Хорошо, я решил внедрить взвешенную RMSE. напрямую не учитывает отношения упорядочения рангов, но система взвешивания автоматически выделяет эти записи в верхней части списка.
Только для обзора (для тех, кто не знаком с RMSE), уравнение выглядит следующим образом, предполагая два разных классификатора A и B, результаты которых содержатся в массиве с одинаковым именем:
Среднеквадратичное уравнение http://benjismith.net/images/rmse.png
В Java реализация выглядит следующим образом:
double[] A = getAFromSomewhere();
double[] B = getBFromSomewhere();
// Assumes that A and B have the same length. If not, your classifier is broken.
int count = A.length;
double sumSquaredError = 0;
for (int i = 0; i < count; i++) {
double aElement = A[i];
double bElement = B[i];
double error = aElement - bElement;
double squaredError = error * error;
sumSquaredError += squaredError;
}
double meanSquaredError = sumSquaredError / count;
double rootMeanSquaredError = Math.sqrt(meanSquaredError);
Это отправная точка для моей модифицированной реализации. Мне нужно было придумать систему взвешивания, которая учитывает объединенную величину двух значений (из обоих классификаторов).
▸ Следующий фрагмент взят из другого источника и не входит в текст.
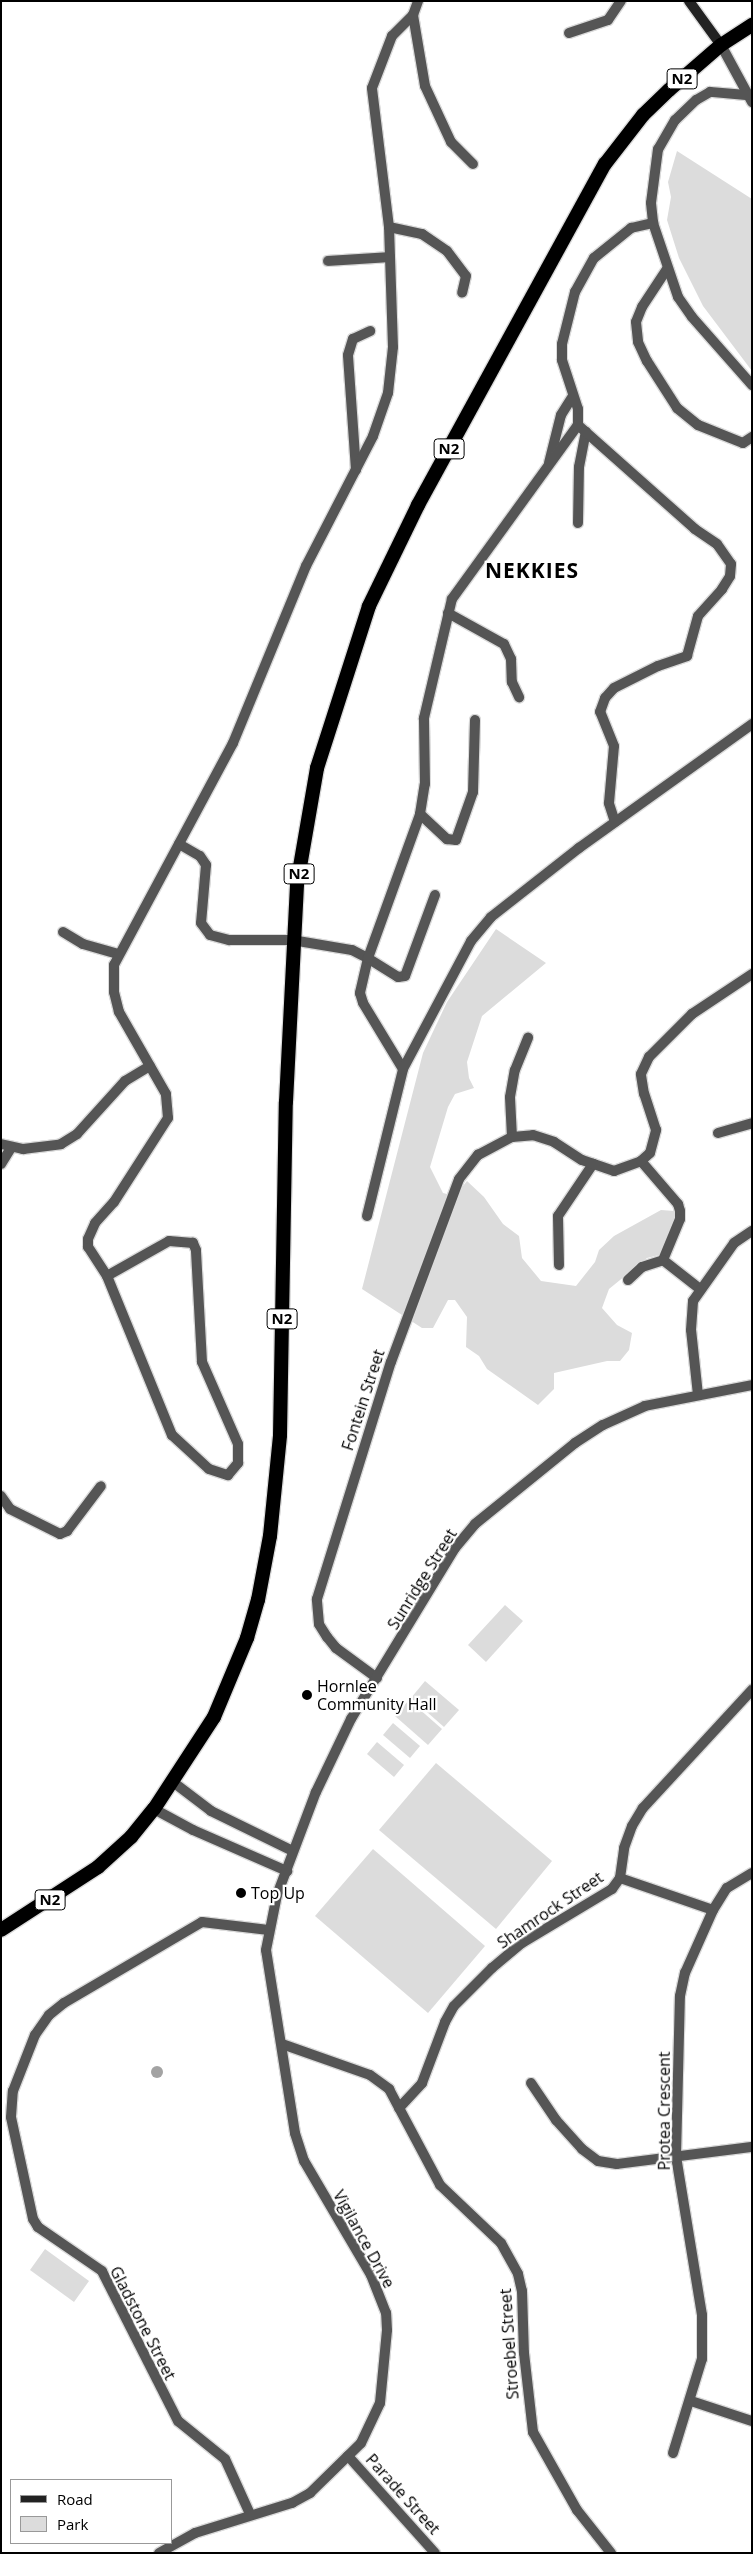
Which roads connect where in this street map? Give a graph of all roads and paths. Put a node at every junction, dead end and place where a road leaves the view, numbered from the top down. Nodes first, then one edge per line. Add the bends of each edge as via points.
1 (418, 1) edge
2 (621, 1) edge
3 (689, 1) edge
4 (413, 15) junction
5 (752, 26) edge
6 (569, 33) dead end
7 (721, 45) junction
8 (749, 98) edge
9 (473, 164) dead end
10 (653, 222) junction
11 (388, 227) junction
12 (390, 257) junction
13 (328, 261) dead end
14 (666, 269) junction
15 (462, 293) dead end
16 (370, 331) dead end
17 (752, 385) edge
18 (572, 396) junction
19 (582, 429) junction
20 (752, 437) edge
21 (547, 468) junction
22 (356, 471) junction
23 (578, 523) dead end
24 (448, 614) junction
25 (519, 697) dead end
26 (475, 720) dead end
27 (752, 724) edge
28 (420, 814) junction
29 (615, 822) junction
30 (179, 844) junction
31 (435, 895) dead end
32 (63, 932) dead end
33 (292, 940) junction
34 (118, 954) junction
35 (368, 958) junction
36 (752, 974) edge
37 (528, 1038) dead end
38 (150, 1066) junction
39 (403, 1069) junction
40 (752, 1123) edge
41 (718, 1133) dead end
42 (512, 1137) junction
43 (1, 1144) edge
44 (11, 1148) junction
45 (641, 1161) junction
46 (1, 1164) edge
47 (593, 1164) junction
48 (367, 1216) dead end
49 (752, 1231) edge
50 (662, 1260) junction
51 (559, 1265) dead end
52 (107, 1276) junction
53 (628, 1280) dead end
54 (700, 1289) junction
55 (752, 1385) edge
56 (698, 1395) junction
57 (101, 1486) dead end
58 (1, 1496) edge
59 (378, 1678) junction
60 (752, 1690) edge
61 (173, 1782) junction
62 (154, 1809) junction
63 (293, 1852) junction
64 (287, 1871) junction
65 (752, 1873) edge
66 (620, 1878) junction
67 (713, 1910) junction
68 (1, 1930) edge
69 (269, 1930) junction
70 (282, 2044) junction
71 (531, 2083) dead end
72 (399, 2108) junction
73 (752, 2147) edge
74 (676, 2157) junction
75 (691, 2400) junction
76 (752, 2421) edge
77 (672, 2453) dead end
78 (348, 2456) junction
79 (250, 2514) junction
80 (431, 2550) edge
81 (159, 2553) edge
82 (611, 2553) edge

1 - 4 street
2 - 6 street via 608,20
3 - 7 main road
4 - 9 street via 426,86 451,142
4 - 11 street via 392,36 372,88
5 - 7 highway, N2
7 - 8 street
7 - 33 highway, N2 via 643,115 605,164 418,506 370,606 317,768 299,874
8 - 10 street via 710,92 696,100 670,127 656,155 651,203
10 - 14 street
10 - 18 street via 631,228 601,250 575,292 562,344 562,360
11 - 12 street
11 - 15 street via 422,234 447,251 466,276
12 - 13 street
12 - 22 street via 392,368 388,393
14 - 17 street via 692,317
14 - 20 street via 636,322 638,342 646,361 677,408 698,425 743,443
16 - 22 street via 353,339 348,355
18 - 19 street
18 - 21 street via 561,415
19 - 21 street
19 - 23 street
19 - 29 street via 695,529 723,549 731,564 730,576 722,589 698,616 687,656 614,688 602,704 602,721 614,746 609,803
21 - 24 street via 452,599
22 - 30 street via 306,566 233,742
24 - 25 street via 504,644 511,659 512,682
24 - 28 street via 424,718 425,784
26 - 28 street via 473,792 458,837 456,840 447,839
27 - 29 street
28 - 35 street
29 - 39 street via 491,917 462,956
30 - 33 street via 200,856 206,865 201,923 210,935 230,940
30 - 34 street
31 - 35 street via 405,976 398,977
32 - 34 street via 83,944
33 - 35 street via 352,950
33 - 61 highway, N2 via 280,1435 270,1536 247,1638 214,1717
34 - 38 street via 113,976 119,1012
35 - 39 street via 361,988 363,1003
36 - 45 street via 692,1014 649,1057 641,1074 656,1130 650,1153
37 - 42 street via 515,1070 510,1097
38 - 44 street via 120,1084 77,1134 61,1144
38 - 52 street via 166,1094 168,1118 88,1238 93,1259
39 - 48 street
40 - 41 street
42 - 47 street, Fontein Street via 533,1135 554,1142
42 - 59 street, Fontein Street via 478,1155 459,1179 391,1362 317,1599 319,1624 327,1637 336,1648
43 - 44 street
44 - 46 street
45 - 47 street, Fontein Street via 614,1171
45 - 50 street via 678,1204 680,1211 680,1219
47 - 51 street via 558,1216
49 - 54 street via 734,1243
50 - 53 street via 642,1267
50 - 54 street
52 - 52 street via 169,1241 193,1243 202,1362 238,1444 238,1463 228,1475 209,1469 172,1435
54 - 56 street via 693,1301 690,1330
55 - 56 street, Sunridge Street
56 - 59 street, Sunridge Street via 645,1406 603,1425 575,1443 476,1524 456,1548
57 - 58 street via 67,1531 60,1534 10,1509
59 - 63 street, Sunridge Street via 338,1746
60 - 66 street, Shamrock Street via 643,1808 624,1848
61 - 62 highway, N2
61 - 63 street via 211,1811
62 - 64 street via 193,1830
62 - 68 highway, N2 via 131,1837 98,1867
63 - 64 street, Vigilance Drive
64 - 69 street, Vigilance Drive
65 - 67 street, Protea Crescent via 728,1888
66 - 67 street
66 - 72 street, Shamrock Street via 612,1889 522,1944 454,2006 444,2022 422,2083
67 - 74 street, Protea Crescent via 685,1973 680,1996
69 - 70 street, Vigilance Drive via 266,1950 268,1972
69 - 79 street, Gladstone Street via 202,1922 64,2003 49,2015 35,2035 13,2091 11,2117 33,2220 102,2271 178,2421 225,2459
70 - 72 street, Stroebel Street via 370,2075 389,2089
70 - 78 street, Vigilance Drive via 295,2133 304,2160 371,2275 386,2313 380,2403 361,2444
71 - 74 street via 556,2120 582,2149 598,2161 617,2164
72 - 82 street, Stroebel Street via 440,2185 501,2243 512,2262 522,2291 524,2353 533,2432 577,2510
73 - 74 street
74 - 75 street, Protea Crescent via 702,2315 702,2359
75 - 76 street
75 - 77 street, Protea Crescent
78 - 79 street, Vigilance Drive via 310,2493 292,2503
78 - 80 street, Parade Street
79 - 81 street, Vigilance Drive via 195,2533

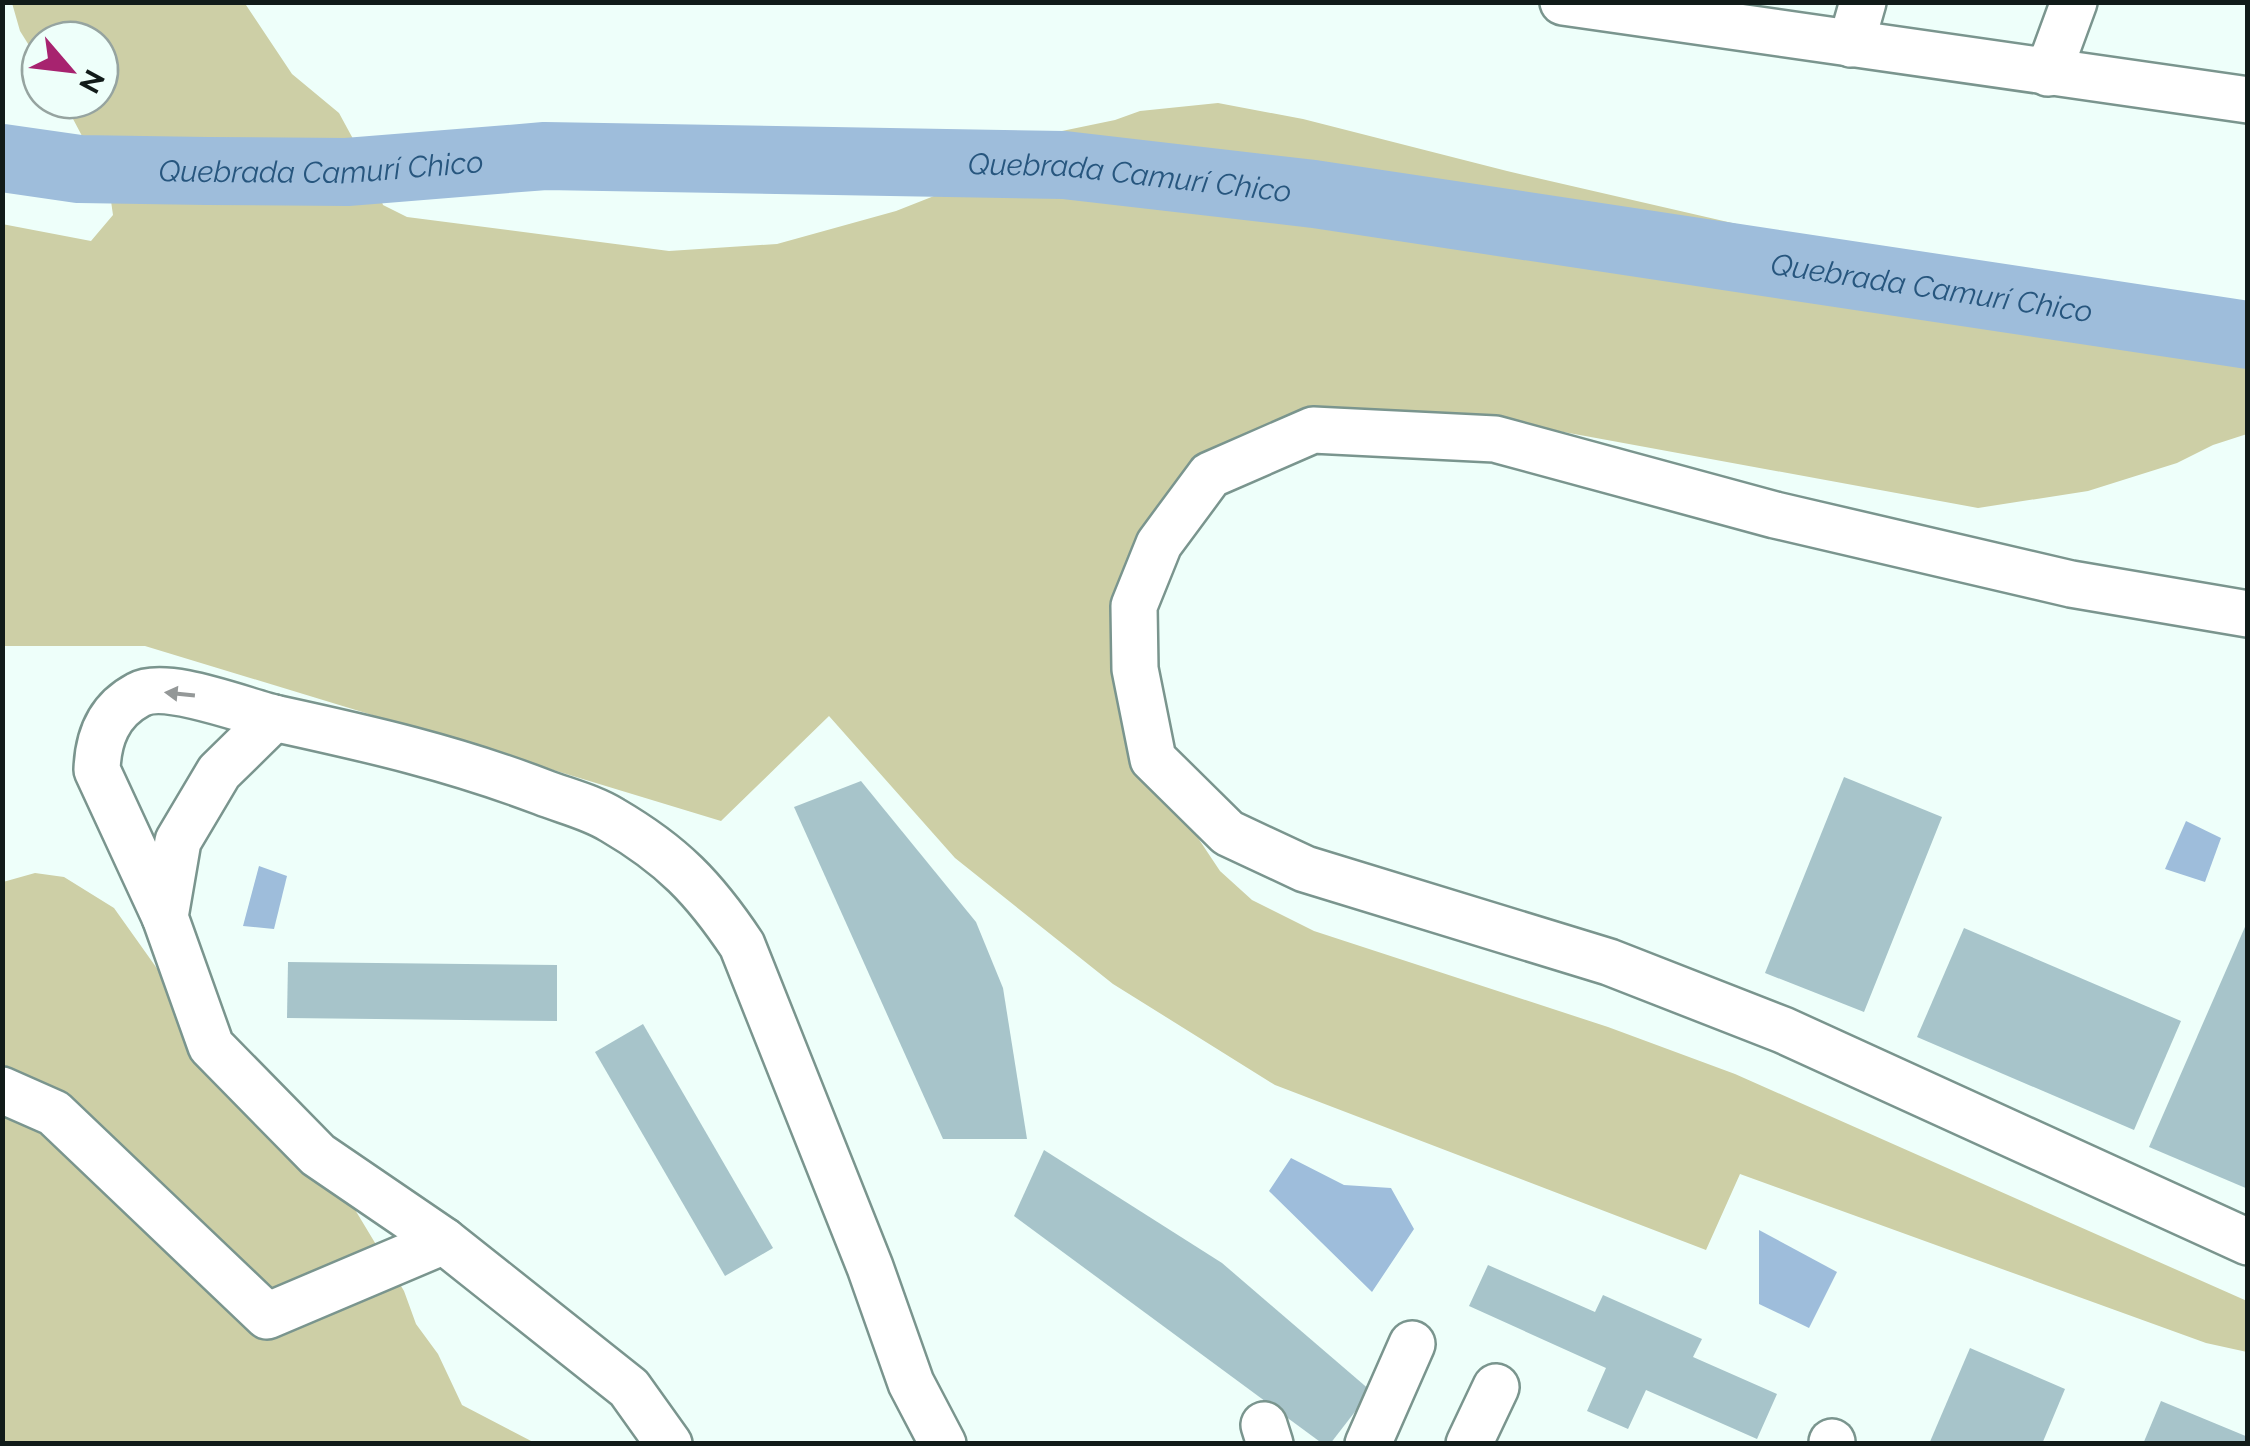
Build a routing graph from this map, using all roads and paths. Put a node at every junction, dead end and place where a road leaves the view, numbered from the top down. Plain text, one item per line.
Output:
1 (1563, 2) edge
2 (2074, 2) edge
3 (1657, 9) edge
4 (1857, 23) edge
5 (2048, 73) junction
6 (2248, 100) edge
7 (2248, 614) edge
8 (274, 718) junction
9 (165, 916) junction
10 (2, 1090) edge
11 (444, 1241) junction
12 (2248, 1242) edge
13 (1412, 1344) dead end
14 (1496, 1386) dead end
15 (670, 1444) edge
16 (943, 1444) edge
17 (1368, 1444) edge
18 (1469, 1444) edge

1 - 3 street
2 - 5 street
3 - 4 street
4 - 5 street
5 - 6 street
7 - 12 street
8 - 9 street
8 -> 9 street
8 - 16 street
9 - 11 street
10 - 11 street
11 - 15 street
13 - 17 street
14 - 18 street

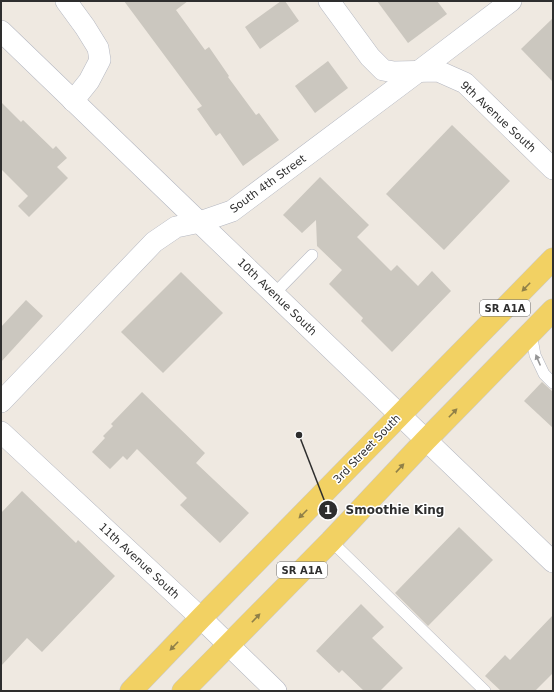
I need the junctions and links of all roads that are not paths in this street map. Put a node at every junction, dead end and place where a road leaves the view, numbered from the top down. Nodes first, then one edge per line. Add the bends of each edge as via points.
1 (66, 1) edge
2 (329, 1) edge
3 (510, 1) edge
4 (1, 31) edge
5 (420, 71) junction
6 (73, 100) junction
7 (553, 169) edge
8 (200, 222) junction
9 (312, 255) dead end
10 (553, 259) edge
11 (274, 294) junction
12 (553, 310) edge
13 (531, 333) junction
14 (553, 383) edge
15 (1, 402) edge
16 (400, 416) junction
17 (1, 432) edge
18 (425, 441) junction
19 (331, 541) junction
20 (553, 562) edge
21 (201, 618) junction
22 (229, 646) junction
23 (131, 691) edge
24 (183, 691) edge
25 (276, 691) edge
26 (484, 691) edge

1 - 6 street via 98,48 100,60 89,81
2 - 5 street, 9th Avenue South via 383,70
3 - 5 street, South 4th Street
4 - 6 street, 10th Avenue South
5 - 7 street, 9th Avenue South via 438,70 465,84
5 - 8 street, South 4th Street via 232,211
6 - 8 street, 10th Avenue South
8 - 11 street, 10th Avenue South
8 - 15 street, South 4th Street via 176,227 154,242
9 - 11 lane
10 -> 16 main road, 3rd Street South / SR A1A
11 - 16 street, 10th Avenue South
12 - 13 main road, SR A1A
14 -> 13 lane via 544,374 535,355
18 -> 13 main road, SR A1A
16 - 18 street, 10th Avenue South
16 -> 21 main road, 3rd Street South / SR A1A
17 - 21 street, 11th Avenue South
19 -> 18 main road, SR A1A
18 - 20 street, 10th Avenue South
22 -> 19 main road, SR A1A
19 - 26 lane
21 - 22 street, 11th Avenue South
21 -> 23 main road, 3rd Street South / SR A1A
22 - 24 main road, SR A1A
22 - 25 street, 11th Avenue South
Поэтому я умножу каждое значение квадрата ошибки на SQRT(Ai^2 + Bi^2)
, которое является простой евклидовой функцией расстояния.
Конечно, поскольку я использую взвешенную ошибку в числителе, мне нужно также использовать сумму всех весовых коэффициентов в знаменателе, чтобы мои результаты перенормировались обратно в диапазон (0,0, 1,0).
Я называю новую метрику "RMWSE", так как это среднее значение Взвешенное Квадратная ошибка. Вот как выглядит новое уравнение:
Уравнение RMWSE http://benjismith.net/images/rmwse.png
А вот как это выглядит в Java:
double[] A = getAFromSomewhere();
double[] B = getBFromSomewhere();
// Assumes that A and B have the same length. If not, your classifier is broken.
int count = A.length;
double sumWeightedSquaredError = 0;
double sumWeights = 0;
for (int i = 0; i < count; i++) {
double aElement = A[i];
double bElement = B[i];
double error = aElement - bElement;
double squaredError = error * error;
double weight = Math.sqrt((aElement * aElement) + (bElement * bElement));
double weightedSquaredError = weight * squaredError;
sumWeightedSquaredError += weightedSquaredError;
sumWeights += weight;
}
double meanWeightedSquaredError = sumWeightedSquaredError / sumWeights;
double rootMeanWeightedSquaredError = Math.sqrt(meanWeightedSquaredError);
Чтобы дать вам представление о том, как этот вес работает на практике, скажем, два моих классификатора выдают значения 0.95
и 0.85
для некоторой категории. Ошибка между этими двумя значениями составляет 0.10
, но вес равен 1.2748
(к которому я пришел, используя SQRT(0.95^2 + 0.85^2)
). Взвешенная ошибка 0.12748
.
Аналогичным образом, если классификаторы выдают 0.45
и 0.35
для какой-либо другой категории, ошибка по-прежнему составляет всего 0.10
, но вес составляет только 0.5701
, и поэтому взвешенная ошибка составляет всего 0.05701
.
Таким образом, любая категория с высокими значениями из обоих классификаторов будет иметь больший вес, чем категории с высоким значением только из одного классификатора или категории с низкими значениями из обоих классификаторов.
Это работает лучше всего, когда мои значения классификации перенормированы, так что максимальные значения в A и B равны 1,0, а все остальные значения пропорционально увеличены. Следовательно, измерения больше не составляют до 1,0 для любого данного классификатора, но это не имеет никакого значения, поскольку я не использовал это свойство для чего-либо полезного.
Кстати, я очень доволен результатами, которые это дает в моем наборе данных, но если у кого-то есть другие идеи по улучшению, я буду полностью открыт для предложений!